Andrea Dini (born 20 February 1996) is an Italian footballer who plays as a goalkeeper for  club Crotone.

Career

Rimini
He is the product of Rimini and started making bench appearances for the senior squad in the 2012–13 season of Lega Pro Seconda Divisione at the age of 16. After the reorganization of Italian lower-leagues system Rimini was moved to Serie D and he became the first-choice goalkeeper for the club in the 2014–15 season.

Loan to San Marino
On 24 July 2015, he joined San Marino, also in the Serie D, on a season-long loan.

Messina
On 20 July 2016, he joined Messina.

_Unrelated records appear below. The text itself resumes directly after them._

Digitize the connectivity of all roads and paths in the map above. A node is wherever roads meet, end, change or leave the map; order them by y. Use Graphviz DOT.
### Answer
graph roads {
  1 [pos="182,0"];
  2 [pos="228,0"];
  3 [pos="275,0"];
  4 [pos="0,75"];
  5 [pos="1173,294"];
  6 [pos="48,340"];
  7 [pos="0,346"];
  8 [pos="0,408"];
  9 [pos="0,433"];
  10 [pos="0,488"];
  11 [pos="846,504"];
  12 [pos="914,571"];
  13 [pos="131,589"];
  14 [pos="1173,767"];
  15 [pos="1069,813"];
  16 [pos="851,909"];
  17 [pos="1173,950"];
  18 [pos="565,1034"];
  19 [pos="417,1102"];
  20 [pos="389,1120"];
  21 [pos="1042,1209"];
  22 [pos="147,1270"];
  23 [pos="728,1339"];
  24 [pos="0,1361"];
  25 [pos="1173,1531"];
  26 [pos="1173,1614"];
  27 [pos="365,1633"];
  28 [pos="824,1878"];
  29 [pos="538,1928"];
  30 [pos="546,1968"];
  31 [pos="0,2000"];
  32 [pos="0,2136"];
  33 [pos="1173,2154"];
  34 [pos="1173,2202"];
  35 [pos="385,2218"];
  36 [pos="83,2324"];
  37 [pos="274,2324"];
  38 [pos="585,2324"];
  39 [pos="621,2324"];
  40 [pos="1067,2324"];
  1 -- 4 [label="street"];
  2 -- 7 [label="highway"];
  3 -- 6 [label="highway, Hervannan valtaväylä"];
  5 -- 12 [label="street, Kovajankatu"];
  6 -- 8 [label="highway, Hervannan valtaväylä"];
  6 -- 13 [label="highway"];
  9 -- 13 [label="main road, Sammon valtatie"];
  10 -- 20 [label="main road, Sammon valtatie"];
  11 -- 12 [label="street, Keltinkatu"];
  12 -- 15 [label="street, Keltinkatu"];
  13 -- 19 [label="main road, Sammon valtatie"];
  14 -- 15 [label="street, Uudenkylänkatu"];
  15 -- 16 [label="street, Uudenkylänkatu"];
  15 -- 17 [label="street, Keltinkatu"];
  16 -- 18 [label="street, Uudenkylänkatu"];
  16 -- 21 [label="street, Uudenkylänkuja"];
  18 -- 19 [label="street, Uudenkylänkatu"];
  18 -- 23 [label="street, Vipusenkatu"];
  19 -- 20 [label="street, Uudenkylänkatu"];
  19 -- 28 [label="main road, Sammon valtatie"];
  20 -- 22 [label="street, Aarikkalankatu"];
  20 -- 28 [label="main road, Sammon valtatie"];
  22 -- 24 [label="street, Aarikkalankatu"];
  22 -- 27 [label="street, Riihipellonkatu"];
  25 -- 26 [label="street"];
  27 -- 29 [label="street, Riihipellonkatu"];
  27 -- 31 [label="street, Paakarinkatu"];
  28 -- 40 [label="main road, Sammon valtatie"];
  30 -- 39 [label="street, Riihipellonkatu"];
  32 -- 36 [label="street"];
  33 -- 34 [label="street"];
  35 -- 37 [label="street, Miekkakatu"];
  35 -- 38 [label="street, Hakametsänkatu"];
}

However, he left the club just a month later without appearing in any competitive games.

Return to San Marino
He returned to San Marino on 1 September 2016 on a permanent basis.

Parma
On 1 August 2017, he signed a two-year contract with Serie B club Parma. He was the backup for the whole 2017–18 season to Pierluigi Frattali, not making any league appearances.

Loan to Trapani
On 10 August 2018, he joined Trapani in Serie C on a season-long loan. He made his Serie C debut for Trapani on 18 September 2018 in a game against Reggina.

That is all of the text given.